Der Streaming-Dienst Netflix erfreut sich vor allem wegen des günstigen Preises und großen Filme- und Serienangebots wachsender Beliebtheit. Wie das Unternehmen in einem Interview zur Netflix-Quartalsbilanz erklärte, beeinflusst vor allem die Piraterie den Preis des Dienstes.

So wolle man keinesfalls einen zu hohen Preis für das Monats-Abonnement veranschlagen, da sonst die Nutzer wieder zu illegalen Downloads abspringen würden. Daher müsse man ein Angebot anbieten, das auch gegenüber der Piraterie wettbewerbsfähig ist.
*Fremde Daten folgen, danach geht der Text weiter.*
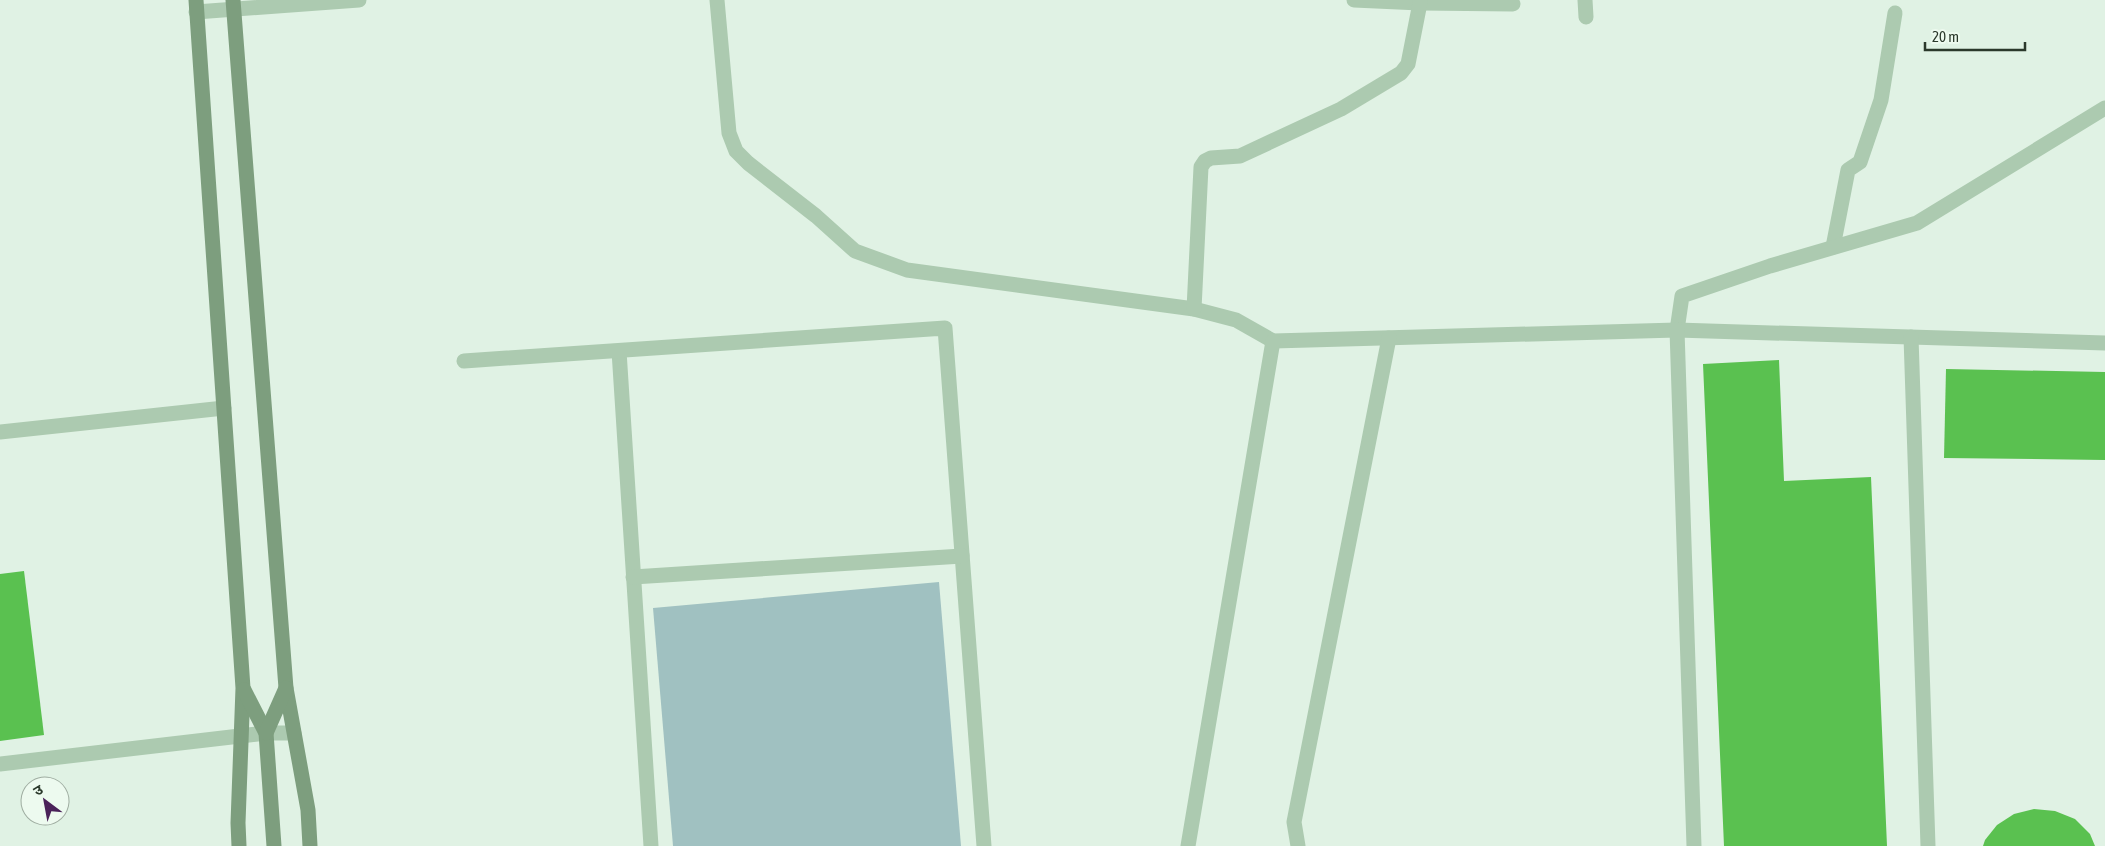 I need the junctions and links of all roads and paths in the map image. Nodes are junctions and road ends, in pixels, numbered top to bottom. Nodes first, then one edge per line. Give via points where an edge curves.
1 (359, 0) edge
2 (717, 0) edge
3 (1354, 0) edge
4 (1585, 0) edge
5 (233, 4) edge
6 (1420, 4) junction
7 (1513, 4) dead end
8 (196, 6) edge
9 (1895, 13) dead end
10 (1586, 16) dead end
11 (2105, 108) edge
12 (1833, 247) junction
13 (1194, 309) junction
14 (1677, 330) junction
15 (1911, 337) junction
16 (1389, 338) junction
17 (1273, 341) junction
18 (2105, 342) edge
19 (619, 351) junction
20 (464, 361) dead end
21 (224, 408) junction
22 (0, 432) edge
23 (962, 556) junction
24 (633, 578) junction
25 (243, 688) junction
26 (286, 688) junction
27 (266, 733) junction
28 (294, 733) junction
29 (241, 736) junction
30 (0, 764) edge
31 (239, 846) edge
32 (274, 846) edge
33 (310, 846) edge
34 (651, 846) edge
35 (984, 846) edge
36 (1188, 846) edge
37 (1298, 846) edge
38 (1694, 846) edge
39 (1928, 846) edge

1 - 5 street
2 - 13 street via 730,133 736,151 855,251 907,270
3 - 6 street
4 - 10 street
5 - 8 street
5 - 26 main road
6 - 7 street
6 - 13 street via 1408,64 1401,73 1341,109 1240,156 1205,161 1201,167
8 - 21 main road
9 - 12 street via 1881,100 1860,162 1848,170
11 - 12 street via 1918,223
12 - 14 street via 1682,296
13 - 17 street via 1236,320
14 - 15 street
14 - 16 street
14 - 38 street
15 - 18 street
15 - 39 street
16 - 17 street
16 - 37 street via 1294,822
17 - 36 street
19 - 20 street
19 - 23 street via 945,328
19 - 24 street
21 - 22 street
21 - 25 main road
23 - 24 street
23 - 35 street
24 - 34 street
25 - 27 main road
25 - 29 main road
26 - 27 main road
26 - 28 main road
27 - 28 street
27 - 29 street
27 - 32 main road
28 - 33 main road via 308,810
29 - 30 street
29 - 31 main road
Auch das Angebot hänge zum Teil vom derzeitigen Trend in der Raubkopierer-Szene ab, wie Kelly Merryman, Vize-Präsident der Content-Aufnahme, gegenüber dem niederländischen IT-Portal "Tweakers" erklärte. So sei dort vor allem die Serie "Prison Break" bei Raubkopierern beliebt, weshalb man sich entschied, diese Serie ins Angebot aufzunehmen.

Zudem kündigte Netflix im Zuge der Quartalsbilanz auch die Umstellung von unverschlüsseltem HTTP auf verschlüsseltes HTTPS. Zweck der Änderung sei es, Nutzer sowohl vor unerwünschten Gästen in offenen WLAN-Netzwerken als auch vor Providern zu schützen. Fraglich bleibt jedoch, ob die Videos auch nach der Umstellung ruckelfrei laufen.

Auch zur viel diskutierten Netzneutralität äußerte sich der Streaming-Dienst. So trete Netflix weltweit für den gleichberechtigten Transport aller Daten ein. Internet-Provider dürfte laut dem Anbieter nicht dazu in der Lage sein, Kunden von bezahlten Diensten auszusperren oder deren Verbindung zu verlangsam.